• _Task prompt_: Among the entries, find the lines with the string "street" and copy them.

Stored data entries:

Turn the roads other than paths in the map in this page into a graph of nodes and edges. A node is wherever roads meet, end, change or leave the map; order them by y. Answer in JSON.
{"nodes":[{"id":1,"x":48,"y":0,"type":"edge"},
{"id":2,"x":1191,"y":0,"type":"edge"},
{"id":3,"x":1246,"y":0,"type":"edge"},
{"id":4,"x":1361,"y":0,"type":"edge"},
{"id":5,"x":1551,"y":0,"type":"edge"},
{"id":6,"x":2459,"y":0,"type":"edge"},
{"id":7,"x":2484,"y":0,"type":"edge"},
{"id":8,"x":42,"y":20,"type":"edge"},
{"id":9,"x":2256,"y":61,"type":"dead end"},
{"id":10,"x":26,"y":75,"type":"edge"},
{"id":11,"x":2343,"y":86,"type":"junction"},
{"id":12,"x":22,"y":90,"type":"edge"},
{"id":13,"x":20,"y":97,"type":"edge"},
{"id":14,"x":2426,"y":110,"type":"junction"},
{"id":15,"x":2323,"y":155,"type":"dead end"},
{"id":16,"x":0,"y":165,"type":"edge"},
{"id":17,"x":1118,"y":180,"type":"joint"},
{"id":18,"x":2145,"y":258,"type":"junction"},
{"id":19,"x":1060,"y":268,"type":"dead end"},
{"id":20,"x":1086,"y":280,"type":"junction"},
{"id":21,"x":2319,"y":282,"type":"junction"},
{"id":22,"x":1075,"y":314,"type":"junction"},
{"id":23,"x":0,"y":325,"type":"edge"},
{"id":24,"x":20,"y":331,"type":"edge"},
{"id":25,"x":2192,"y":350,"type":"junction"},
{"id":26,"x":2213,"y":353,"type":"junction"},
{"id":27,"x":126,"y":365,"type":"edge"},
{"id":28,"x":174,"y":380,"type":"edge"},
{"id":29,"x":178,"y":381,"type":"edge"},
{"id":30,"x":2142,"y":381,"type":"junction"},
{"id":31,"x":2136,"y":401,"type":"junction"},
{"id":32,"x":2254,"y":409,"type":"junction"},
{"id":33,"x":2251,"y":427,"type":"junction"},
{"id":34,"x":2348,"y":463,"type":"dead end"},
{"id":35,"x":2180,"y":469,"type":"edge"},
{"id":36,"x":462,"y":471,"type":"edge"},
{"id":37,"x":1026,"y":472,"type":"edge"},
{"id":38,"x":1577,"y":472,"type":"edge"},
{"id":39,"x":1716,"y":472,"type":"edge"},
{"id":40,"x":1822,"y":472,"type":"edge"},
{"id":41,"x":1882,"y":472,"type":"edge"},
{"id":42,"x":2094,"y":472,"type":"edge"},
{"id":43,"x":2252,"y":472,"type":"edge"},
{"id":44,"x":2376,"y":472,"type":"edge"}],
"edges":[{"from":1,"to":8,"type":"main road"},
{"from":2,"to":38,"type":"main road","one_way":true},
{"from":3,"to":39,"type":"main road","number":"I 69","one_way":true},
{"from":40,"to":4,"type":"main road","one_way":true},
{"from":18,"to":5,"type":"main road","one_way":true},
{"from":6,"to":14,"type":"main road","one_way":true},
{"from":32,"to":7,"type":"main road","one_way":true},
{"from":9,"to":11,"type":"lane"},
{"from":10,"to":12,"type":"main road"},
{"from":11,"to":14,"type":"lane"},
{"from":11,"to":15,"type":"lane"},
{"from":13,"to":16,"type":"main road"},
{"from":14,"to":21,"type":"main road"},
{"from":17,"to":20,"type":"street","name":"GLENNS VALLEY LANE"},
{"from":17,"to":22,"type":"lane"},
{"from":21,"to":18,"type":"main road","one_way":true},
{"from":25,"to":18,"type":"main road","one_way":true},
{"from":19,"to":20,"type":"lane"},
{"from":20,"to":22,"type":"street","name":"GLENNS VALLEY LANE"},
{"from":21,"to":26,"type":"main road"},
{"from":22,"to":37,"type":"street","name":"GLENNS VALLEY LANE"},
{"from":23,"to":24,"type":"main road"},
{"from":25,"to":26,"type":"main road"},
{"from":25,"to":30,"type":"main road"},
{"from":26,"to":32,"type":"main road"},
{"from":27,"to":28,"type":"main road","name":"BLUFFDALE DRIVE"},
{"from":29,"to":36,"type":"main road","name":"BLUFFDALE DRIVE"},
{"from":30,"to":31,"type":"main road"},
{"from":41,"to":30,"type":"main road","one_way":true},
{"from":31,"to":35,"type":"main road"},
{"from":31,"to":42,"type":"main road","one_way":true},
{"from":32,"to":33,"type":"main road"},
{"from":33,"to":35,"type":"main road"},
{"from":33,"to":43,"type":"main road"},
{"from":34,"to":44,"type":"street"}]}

• _Task response_:
{"from":17,"to":20,"type":"street","name":"GLENNS VALLEY LANE"},
{"from":20,"to":22,"type":"street","name":"GLENNS VALLEY LANE"},
{"from":22,"to":37,"type":"street","name":"GLENNS VALLEY LANE"},
{"from":34,"to":44,"type":"street"}]}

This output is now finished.